### GOAL OF THE EXERCISE
Nothing in the entries may change when you repeat them, and no images may appear.

Segment Open

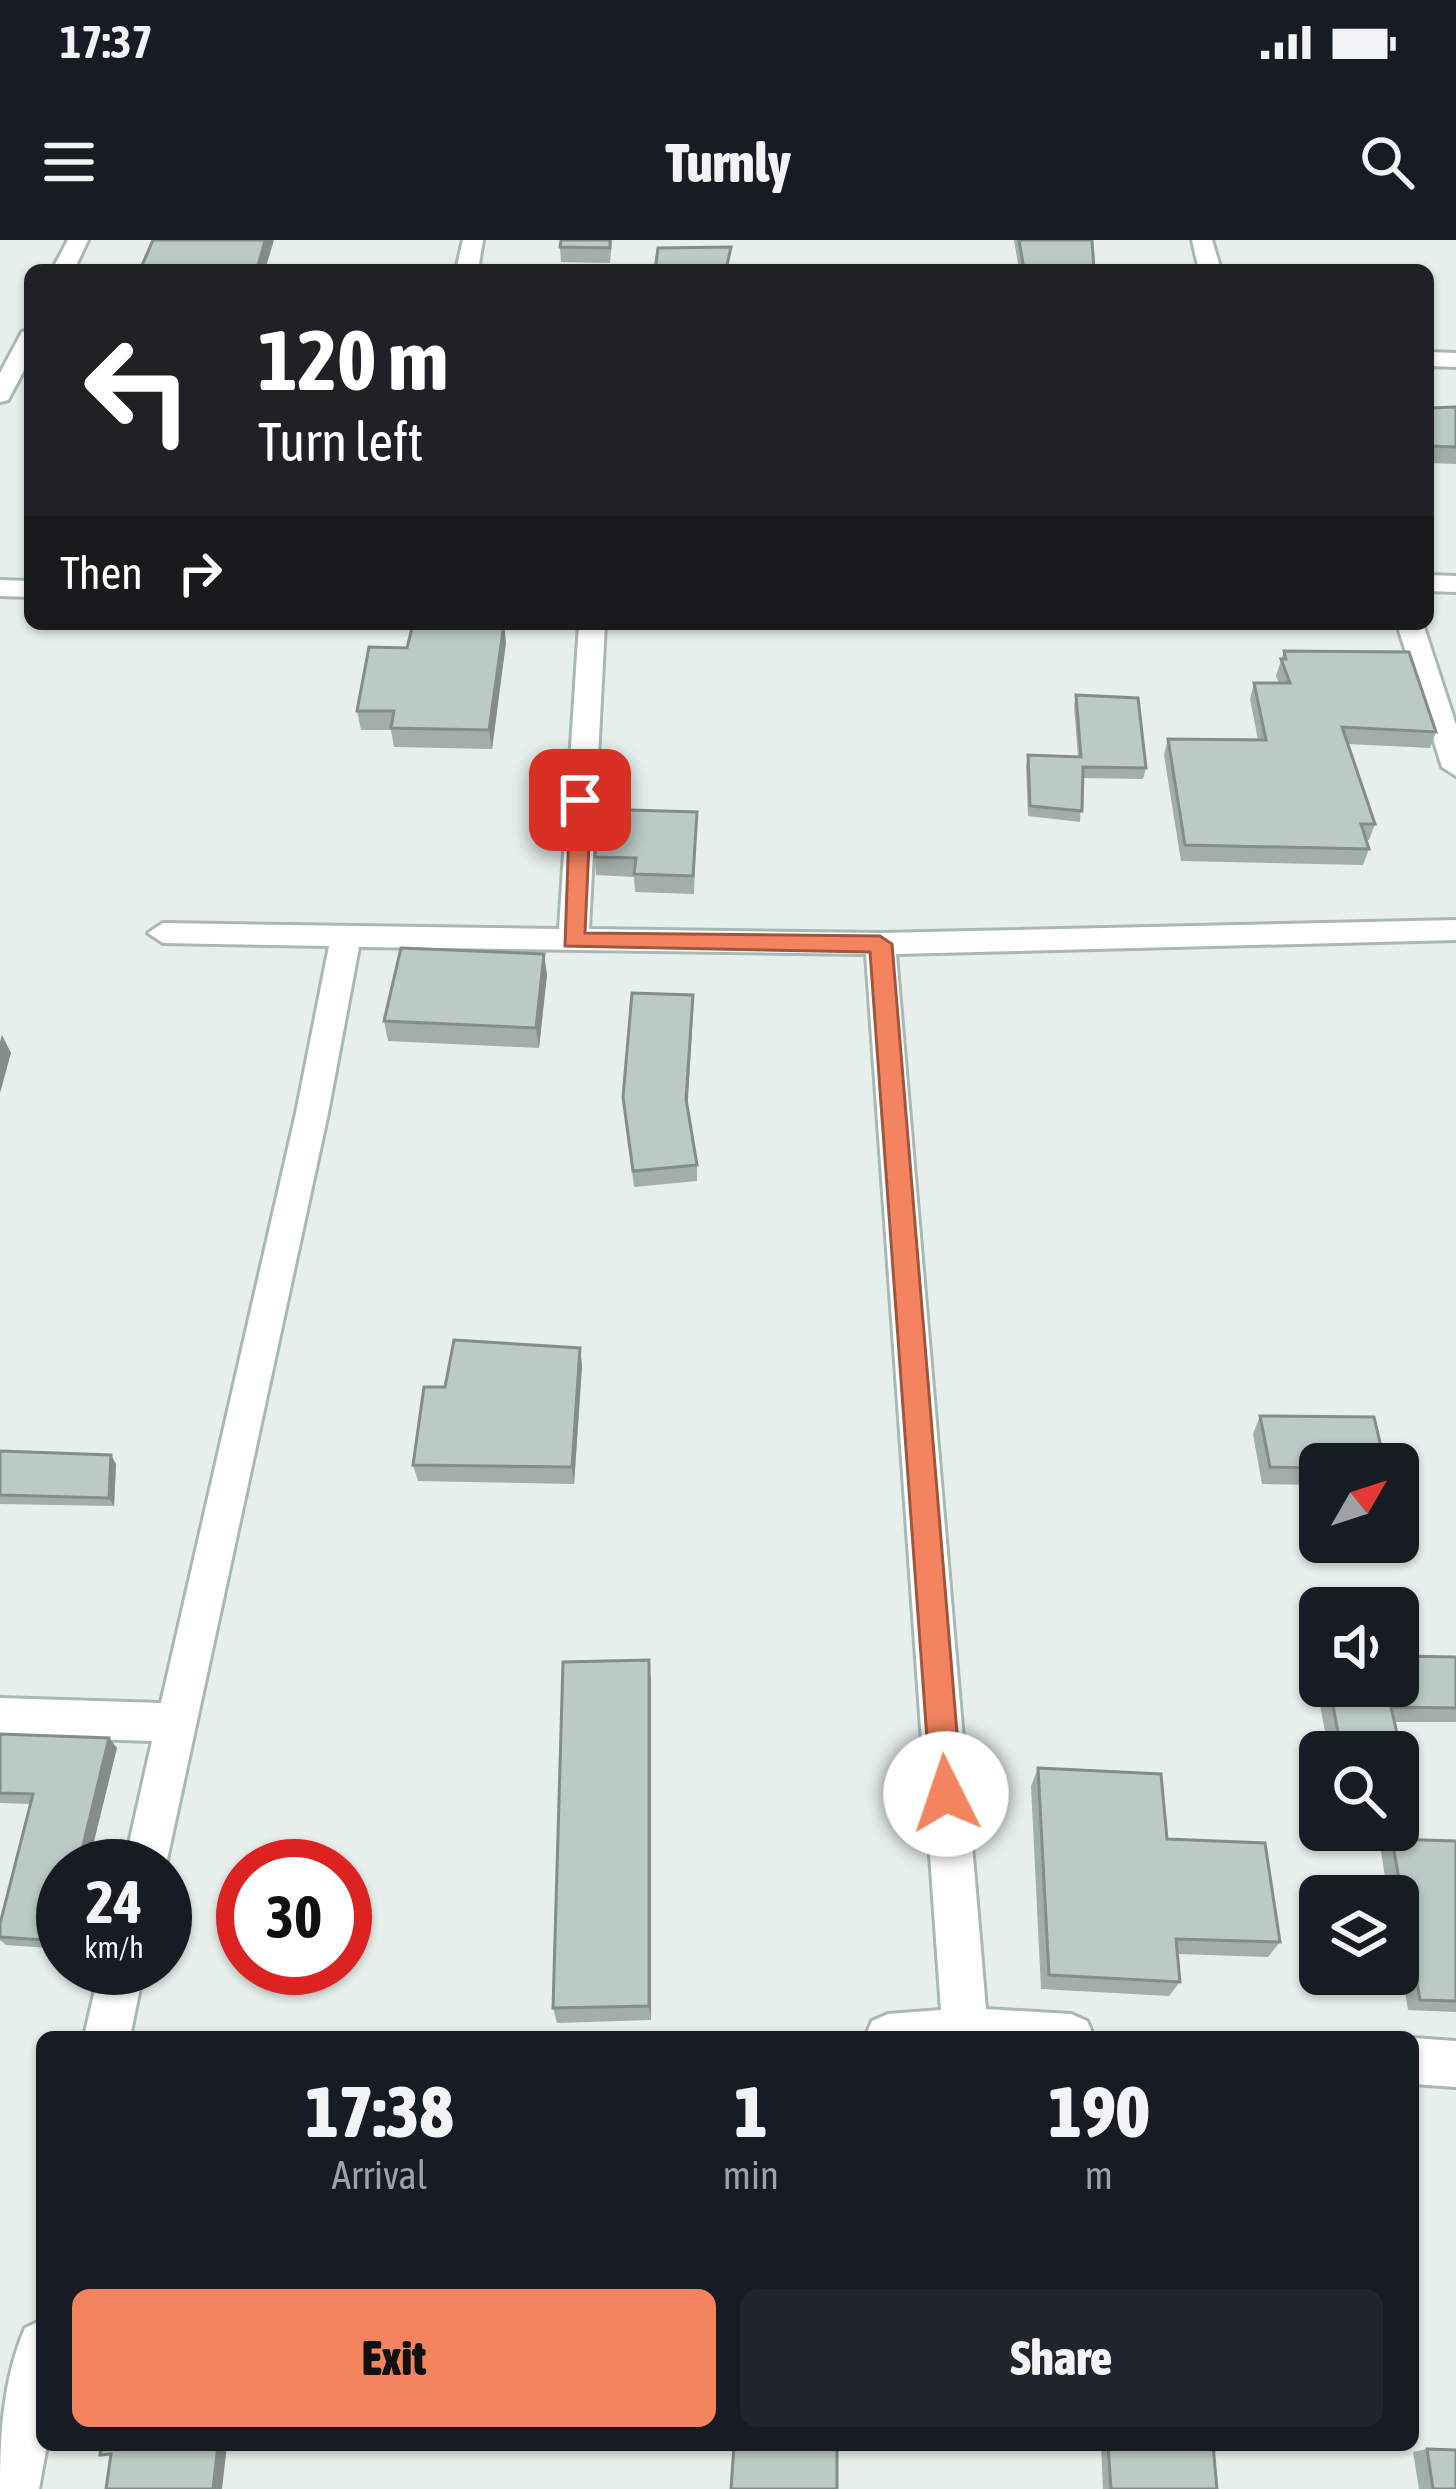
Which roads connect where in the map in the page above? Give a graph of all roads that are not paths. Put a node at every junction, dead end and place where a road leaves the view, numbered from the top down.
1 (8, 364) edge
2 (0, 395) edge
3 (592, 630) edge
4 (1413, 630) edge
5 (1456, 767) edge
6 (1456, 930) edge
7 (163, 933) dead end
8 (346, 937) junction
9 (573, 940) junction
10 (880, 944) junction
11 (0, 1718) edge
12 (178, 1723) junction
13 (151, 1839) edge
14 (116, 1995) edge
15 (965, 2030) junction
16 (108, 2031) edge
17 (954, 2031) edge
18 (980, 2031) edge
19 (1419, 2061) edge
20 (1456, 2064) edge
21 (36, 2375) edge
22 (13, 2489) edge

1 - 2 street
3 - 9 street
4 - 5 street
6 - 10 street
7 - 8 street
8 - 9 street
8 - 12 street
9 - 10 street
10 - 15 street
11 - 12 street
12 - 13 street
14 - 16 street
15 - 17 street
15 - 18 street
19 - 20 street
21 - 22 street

Segment Closed

### ANSWER SECTION
Which roads connect where in the map in the page above? Give a graph of all roads that are not paths. Put a node at every junction, dead end and place where a road leaves the view, numbered from the top down.
1 (8, 364) edge
2 (0, 395) edge
3 (592, 630) edge
4 (1413, 630) edge
5 (1456, 767) edge
6 (1456, 930) edge
7 (163, 933) dead end
8 (346, 937) junction
9 (573, 940) junction
10 (880, 944) junction
11 (0, 1718) edge
12 (178, 1723) junction
13 (151, 1839) edge
14 (116, 1995) edge
15 (965, 2030) junction
16 (108, 2031) edge
17 (954, 2031) edge
18 (980, 2031) edge
19 (1419, 2061) edge
20 (1456, 2064) edge
21 (36, 2375) edge
22 (13, 2489) edge

1 - 2 street
3 - 9 street
4 - 5 street
6 - 10 street
7 - 8 street
8 - 9 street
8 - 12 street
9 - 10 street
10 - 15 street
11 - 12 street
12 - 13 street
14 - 16 street
15 - 17 street
15 - 18 street
19 - 20 street
21 - 22 street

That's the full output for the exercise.